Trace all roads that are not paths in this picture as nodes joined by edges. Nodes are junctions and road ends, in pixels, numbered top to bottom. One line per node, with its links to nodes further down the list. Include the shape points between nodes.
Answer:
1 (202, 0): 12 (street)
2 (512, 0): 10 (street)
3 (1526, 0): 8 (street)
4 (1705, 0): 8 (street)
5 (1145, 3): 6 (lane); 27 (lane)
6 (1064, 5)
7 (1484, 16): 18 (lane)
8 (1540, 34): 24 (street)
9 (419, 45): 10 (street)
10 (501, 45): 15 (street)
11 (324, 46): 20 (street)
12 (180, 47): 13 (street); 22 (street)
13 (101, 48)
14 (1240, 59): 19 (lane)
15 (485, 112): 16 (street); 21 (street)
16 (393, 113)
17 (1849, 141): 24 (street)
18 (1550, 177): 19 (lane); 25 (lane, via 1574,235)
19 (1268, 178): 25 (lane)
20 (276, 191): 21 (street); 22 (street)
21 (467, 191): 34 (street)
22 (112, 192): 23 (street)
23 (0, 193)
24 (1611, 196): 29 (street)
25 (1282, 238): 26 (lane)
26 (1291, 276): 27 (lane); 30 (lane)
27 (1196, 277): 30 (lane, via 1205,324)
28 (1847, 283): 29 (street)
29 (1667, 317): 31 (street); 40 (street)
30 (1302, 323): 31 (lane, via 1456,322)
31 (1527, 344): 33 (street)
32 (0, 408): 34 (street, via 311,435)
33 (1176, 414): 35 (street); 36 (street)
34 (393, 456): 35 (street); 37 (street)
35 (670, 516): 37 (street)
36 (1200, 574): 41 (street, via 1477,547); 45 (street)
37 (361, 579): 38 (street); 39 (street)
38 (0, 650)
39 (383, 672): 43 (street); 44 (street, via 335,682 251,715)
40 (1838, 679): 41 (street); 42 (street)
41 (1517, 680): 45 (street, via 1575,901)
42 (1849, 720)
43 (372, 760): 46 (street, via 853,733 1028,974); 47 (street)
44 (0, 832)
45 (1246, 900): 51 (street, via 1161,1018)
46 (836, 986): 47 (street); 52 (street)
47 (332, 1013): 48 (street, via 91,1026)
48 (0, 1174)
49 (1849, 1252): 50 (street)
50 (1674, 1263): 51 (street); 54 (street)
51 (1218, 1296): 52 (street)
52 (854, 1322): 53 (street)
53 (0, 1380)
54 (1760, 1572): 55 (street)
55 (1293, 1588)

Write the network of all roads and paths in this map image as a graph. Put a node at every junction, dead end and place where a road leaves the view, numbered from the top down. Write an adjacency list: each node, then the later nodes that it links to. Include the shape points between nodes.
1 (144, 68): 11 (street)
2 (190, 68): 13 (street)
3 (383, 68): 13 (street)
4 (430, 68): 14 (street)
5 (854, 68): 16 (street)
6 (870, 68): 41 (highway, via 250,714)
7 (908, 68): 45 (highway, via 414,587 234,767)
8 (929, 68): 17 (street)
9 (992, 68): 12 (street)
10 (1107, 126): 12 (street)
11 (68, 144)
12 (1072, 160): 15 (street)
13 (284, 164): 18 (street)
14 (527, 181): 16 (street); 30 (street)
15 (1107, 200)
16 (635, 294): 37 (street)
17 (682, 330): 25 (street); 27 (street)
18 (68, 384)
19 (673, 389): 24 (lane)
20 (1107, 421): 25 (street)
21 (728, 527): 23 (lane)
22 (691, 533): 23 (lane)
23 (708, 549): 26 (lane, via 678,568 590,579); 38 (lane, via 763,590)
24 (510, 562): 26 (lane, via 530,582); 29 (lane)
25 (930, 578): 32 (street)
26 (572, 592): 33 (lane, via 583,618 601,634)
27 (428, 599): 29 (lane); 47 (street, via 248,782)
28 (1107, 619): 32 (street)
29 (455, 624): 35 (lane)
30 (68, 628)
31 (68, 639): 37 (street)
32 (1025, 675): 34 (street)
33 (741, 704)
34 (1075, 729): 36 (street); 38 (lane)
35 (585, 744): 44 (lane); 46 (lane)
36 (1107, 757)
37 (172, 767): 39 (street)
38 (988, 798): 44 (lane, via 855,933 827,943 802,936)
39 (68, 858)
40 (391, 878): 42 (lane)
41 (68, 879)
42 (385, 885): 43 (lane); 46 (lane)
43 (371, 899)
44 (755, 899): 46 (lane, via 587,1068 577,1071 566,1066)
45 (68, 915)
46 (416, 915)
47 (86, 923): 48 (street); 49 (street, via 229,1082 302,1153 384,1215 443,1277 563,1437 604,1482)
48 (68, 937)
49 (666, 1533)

......

What to produce: Take the line that contains "Write the network" and each line after it down to the last of the records, and retype them exactly; add nothing else.

Your solution:
Write the network of all roads and paths in this map image as a graph. Put a node at every junction, dead end and place where a road leaves the view, numbered from the top down. Write an adjacency list: each node, then the later nodes that it links to. Include the shape points between nodes.
1 (144, 68): 11 (street)
2 (190, 68): 13 (street)
3 (383, 68): 13 (street)
4 (430, 68): 14 (street)
5 (854, 68): 16 (street)
6 (870, 68): 41 (highway, via 250,714)
7 (908, 68): 45 (highway, via 414,587 234,767)
8 (929, 68): 17 (street)
9 (992, 68): 12 (street)
10 (1107, 126): 12 (street)
11 (68, 144)
12 (1072, 160): 15 (street)
13 (284, 164): 18 (street)
14 (527, 181): 16 (street); 30 (street)
15 (1107, 200)
16 (635, 294): 37 (street)
17 (682, 330): 25 (street); 27 (street)
18 (68, 384)
19 (673, 389): 24 (lane)
20 (1107, 421): 25 (street)
21 (728, 527): 23 (lane)
22 (691, 533): 23 (lane)
23 (708, 549): 26 (lane, via 678,568 590,579); 38 (lane, via 763,590)
24 (510, 562): 26 (lane, via 530,582); 29 (lane)
25 (930, 578): 32 (street)
26 (572, 592): 33 (lane, via 583,618 601,634)
27 (428, 599): 29 (lane); 47 (street, via 248,782)
28 (1107, 619): 32 (street)
29 (455, 624): 35 (lane)
30 (68, 628)
31 (68, 639): 37 (street)
32 (1025, 675): 34 (street)
33 (741, 704)
34 (1075, 729): 36 (street); 38 (lane)
35 (585, 744): 44 (lane); 46 (lane)
36 (1107, 757)
37 (172, 767): 39 (street)
38 (988, 798): 44 (lane, via 855,933 827,943 802,936)
39 (68, 858)
40 (391, 878): 42 (lane)
41 (68, 879)
42 (385, 885): 43 (lane); 46 (lane)
43 (371, 899)
44 (755, 899): 46 (lane, via 587,1068 577,1071 566,1066)
45 (68, 915)
46 (416, 915)
47 (86, 923): 48 (street); 49 (street, via 229,1082 302,1153 384,1215 443,1277 563,1437 604,1482)
48 (68, 937)
49 (666, 1533)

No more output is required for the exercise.